I just sent this to the Fallible Ideas Discussion Group (which is the best place to discuss philosophy. and everyone needs philosophy. so you should join!) I'm putting it on my blog because it's of general interest. It gives some pointers on how to write at FI which also apply to other forums. And it has ideas for making productive contributions to discussions.
in general, some of the recent threads have had some boring parts. that is ok so far. it's ok to try posting different ways and see what happens. i'd like to suggest some adjustments. i don't expect everything to change immediately and that's fine. but people can start discussing whether there's better ways to post and, if persuaded, start making some changes.
keep in mind that every email gets sent to over 100 people, plus people read on the website. and some people are bad at organizing lots of emails, or deciding what to read. people can get overwhelmed people can click on posts somewhat at random and read a post they aren't interested in rather than a much better post they would have loved. sending out posts has costs. it affects people.
so try to make each post count. try to make it have some interesting point anyone would be glad to have read (at least if they cared about the topic – if you're posting about psychiatry and someone isn't interested in psychiatry, that's no problem, and they ought to just recognize that and read a different post.) or at minimum, keep your post short (including quoting) and have it move the discussion forward in some way. if you need to post some clarifying question that doesn't have an interesting point, that can be ok. try to make a point if possible. try to say something about your thinking. it's possible to ask bad or boring questions. but now and then, only occasionally, a question without an interesting point can be OK. but really look for a point you can make, something you can say, to go with the question, to share some of your thinking on the topic or help explain why the question matters or something. there's usually something worth saying.
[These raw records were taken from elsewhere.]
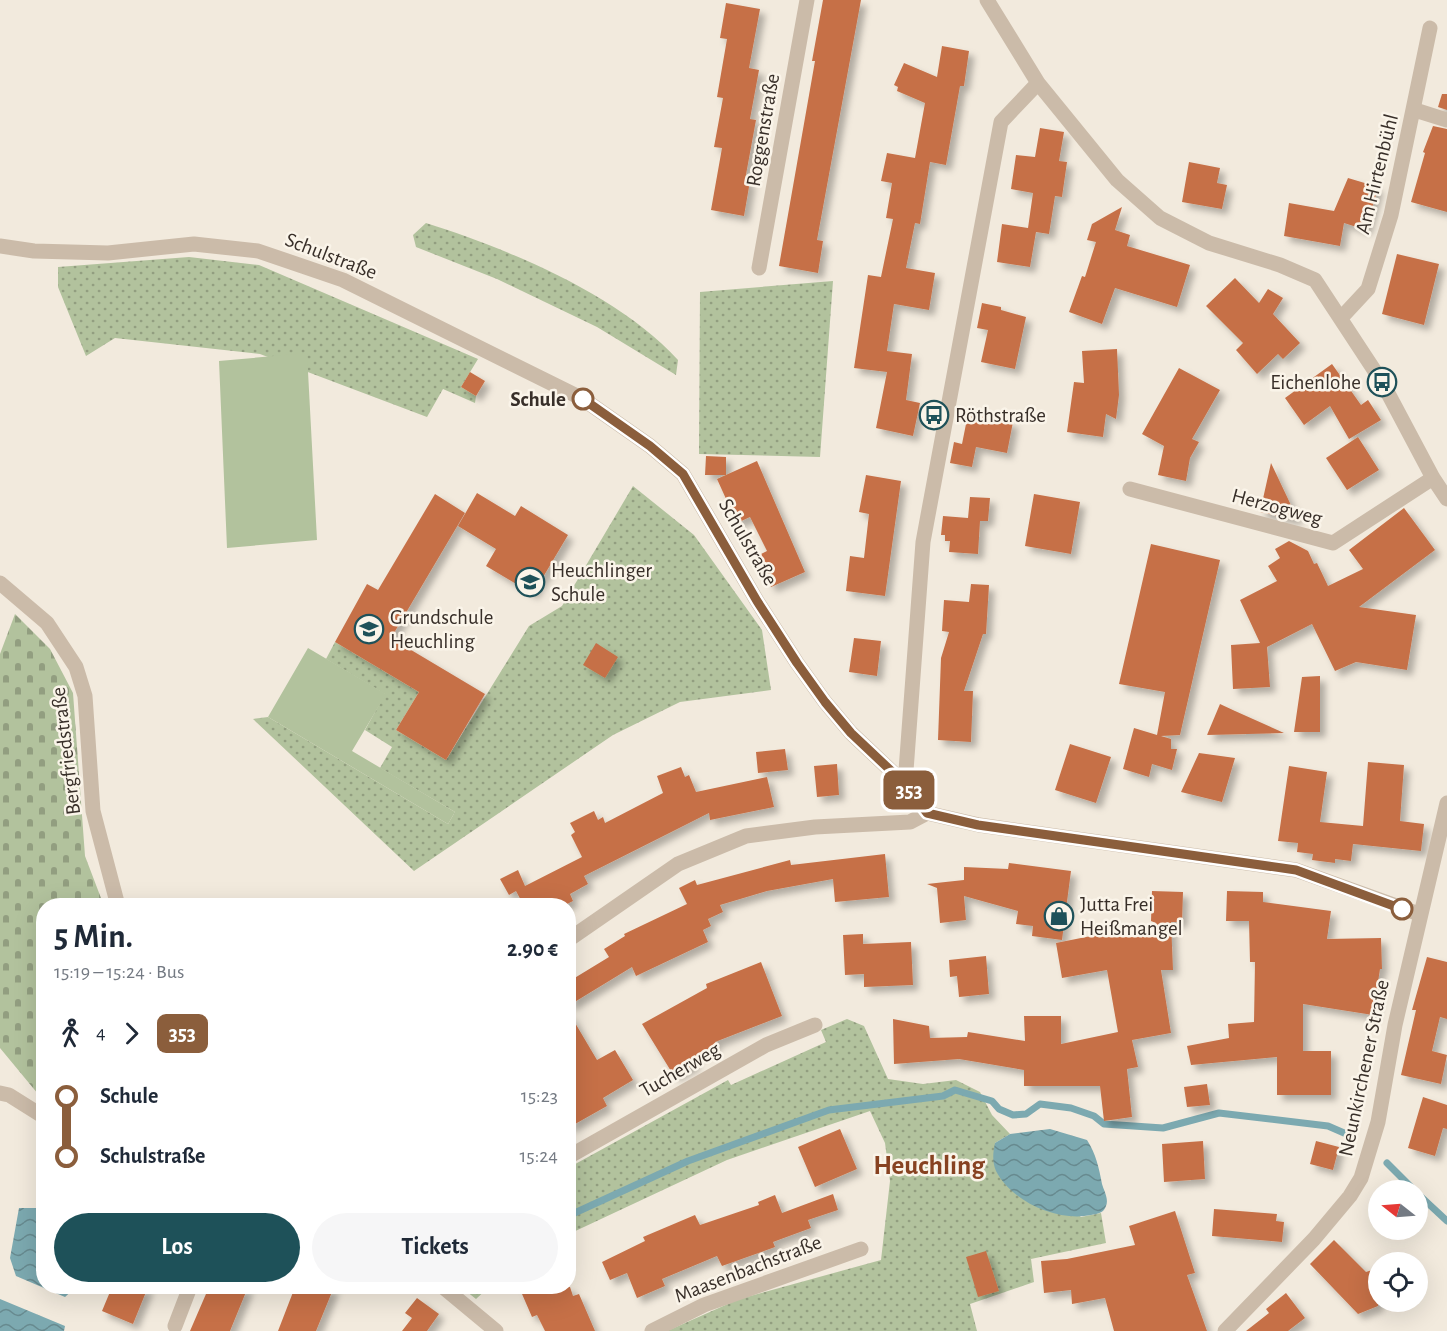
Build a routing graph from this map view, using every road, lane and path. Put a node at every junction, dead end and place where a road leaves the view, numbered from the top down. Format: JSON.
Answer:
{"nodes":[{"id":1,"x":807,"y":0,"type":"edge"},
{"id":2,"x":987,"y":0,"type":"edge"},
{"id":3,"x":1430,"y":28,"type":"dead end"},
{"id":4,"x":1038,"y":83,"type":"junction"},
{"id":5,"x":1414,"y":110,"type":"junction"},
{"id":6,"x":1447,"y":120,"type":"edge"},
{"id":7,"x":0,"y":246,"type":"edge"},
{"id":8,"x":759,"y":268,"type":"dead end"},
{"id":9,"x":1341,"y":318,"type":"junction"},
{"id":10,"x":1433,"y":478,"type":"junction"},
{"id":11,"x":1130,"y":489,"type":"dead end"},
{"id":12,"x":1447,"y":499,"type":"edge"},
{"id":13,"x":0,"y":583,"type":"edge"},
{"id":14,"x":905,"y":784,"type":"junction"},
{"id":15,"x":1447,"y":803,"type":"edge"},
{"id":16,"x":927,"y":813,"type":"junction"},
{"id":17,"x":116,"y":898,"type":"edge"},
{"id":18,"x":1419,"y":914,"type":"junction"},
{"id":19,"x":576,"y":934,"type":"edge"},
{"id":20,"x":815,"y":1025,"type":"dead end"},
{"id":21,"x":0,"y":1093,"type":"edge"},
{"id":22,"x":36,"y":1112,"type":"edge"},
{"id":23,"x":576,"y":1153,"type":"edge"},
{"id":24,"x":861,"y":1249,"type":"dead end"},
{"id":25,"x":186,"y":1294,"type":"edge"},
{"id":26,"x":451,"y":1294,"type":"edge"},
{"id":27,"x":173,"y":1329,"type":"edge"},
{"id":28,"x":496,"y":1331,"type":"edge"},
{"id":29,"x":652,"y":1331,"type":"edge"},
{"id":30,"x":1225,"y":1331,"type":"edge"}],
"edges":[{"from":1,"to":8,"type":"street","name":"Roggenstraße"},
{"from":2,"to":4,"type":"street"},
{"from":3,"to":5,"type":"street","name":"Am Hirtenbühl"},
{"from":4,"to":9,"type":"street"},
{"from":4,"to":14,"type":"street"},
{"from":5,"to":6,"type":"street"},
{"from":5,"to":9,"type":"street","name":"Am Hirtenbühl"},
{"from":7,"to":14,"type":"street","name":"Schulstraße"},
{"from":9,"to":10,"type":"street"},
{"from":10,"to":11,"type":"street","name":"Herzogweg"},
{"from":10,"to":12,"type":"street"},
{"from":13,"to":17,"type":"street","name":"Bergfriedstraße"},
{"from":14,"to":16,"type":"street","name":"Schulstraße"},
{"from":15,"to":18,"type":"street","name":"Neunkirchener Straße"},
{"from":16,"to":18,"type":"street"},
{"from":16,"to":19,"type":"street"},
{"from":18,"to":30,"type":"street","name":"Neunkirchener Straße"},
{"from":20,"to":23,"type":"street","name":"Tucherweg"},
{"from":21,"to":22,"type":"street"},
{"from":24,"to":29,"type":"street","name":"Maasenbachstraße"},
{"from":25,"to":27,"type":"street"},
{"from":26,"to":28,"type":"street"}]}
and please pay attention to what you quote. pretend you're writing a blog post and then think about what you'd actually copy into a blockquote on your blog. just quote that – the text you're actually replying to that people need to read. if necessary, do some paraphrasing so you can keep the amount of quoting small, like you would do on a blog. if your post is short, e.g. only a few paragraphs of quoting, then you don't worry about this. because like one computer screen worth of quoting doesn't get in the way, that isn't a hassle for people. but once it's a couple screens full of quoting for people to scroll through, then you should definitely be trimming it and just quoting the relevant part.
when you quote a ton, people are going to just skip it. they won't know which is relevant, and won't trust you that it's necessary for them to read all of it. (and they'll almost always be right – they didn't need to read everything you quoted. so that's your fault). please don't do this to people. there's no point having text in your email which no one is going to read (or a few beginners might waste time reading). and what if someone does need some context? what if they need to read some quoting to follow it? then you aren't telling them what quotes to read. if you quote the right amount, the communicates what they can read to catch up. if you quote the wrong amount, they have to figure that out themselves without your help.
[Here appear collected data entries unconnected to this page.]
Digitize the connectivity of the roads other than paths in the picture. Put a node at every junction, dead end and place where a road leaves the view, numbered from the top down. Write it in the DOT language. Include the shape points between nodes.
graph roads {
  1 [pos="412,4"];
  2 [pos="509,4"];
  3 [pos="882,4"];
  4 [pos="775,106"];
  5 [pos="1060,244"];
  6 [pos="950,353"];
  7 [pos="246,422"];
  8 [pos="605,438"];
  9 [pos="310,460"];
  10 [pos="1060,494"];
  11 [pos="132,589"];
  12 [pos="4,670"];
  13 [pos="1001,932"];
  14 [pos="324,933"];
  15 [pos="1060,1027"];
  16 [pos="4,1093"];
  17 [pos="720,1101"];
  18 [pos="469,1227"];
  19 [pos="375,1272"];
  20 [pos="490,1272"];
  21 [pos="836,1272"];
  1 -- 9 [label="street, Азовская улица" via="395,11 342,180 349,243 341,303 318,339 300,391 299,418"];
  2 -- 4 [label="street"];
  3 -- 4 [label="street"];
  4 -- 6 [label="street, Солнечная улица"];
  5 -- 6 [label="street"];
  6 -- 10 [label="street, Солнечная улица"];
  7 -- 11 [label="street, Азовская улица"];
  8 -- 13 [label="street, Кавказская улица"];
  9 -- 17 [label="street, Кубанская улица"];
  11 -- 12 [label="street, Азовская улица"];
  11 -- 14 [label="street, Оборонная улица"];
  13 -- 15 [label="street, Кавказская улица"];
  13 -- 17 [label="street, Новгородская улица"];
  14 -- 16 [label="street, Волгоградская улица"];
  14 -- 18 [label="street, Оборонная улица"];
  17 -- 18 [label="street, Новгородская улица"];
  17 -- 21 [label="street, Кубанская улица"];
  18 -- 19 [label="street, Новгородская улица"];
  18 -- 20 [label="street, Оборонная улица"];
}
and please stop being overly ambitious with posts that have 10 different sections which aren't related. almost all of you aren't that good at organizing long posts. and most people aren't that good at reading long posts either. try to keep your posts to 1-4 separate sections. 1 and 2 should be the most common, sometimes 3, and rarely 4.
(what's a section? if you quote something and reply, then quote something else and reply, that's two sections. a section is each time you have some quoting and then an area where you reply.)
it's also important not to put 20 hours into each post. don't get prevented from discussing because each post takes you forever. you should try to find a reasonable way of writing where your posts aren't a big burden for you, aren't too heavyweight, and you get feedback frequently. but your posts are also pretty good quality and say something (even if short. short is fine.)
to keep writing time down, keep your posts short but high quality. put a bit more time into quality, but less into length.
try to make your posts focus more on interesting issues and less on back and forth arguing. try not to get lost in arguing details that just aren't that important in the big picture.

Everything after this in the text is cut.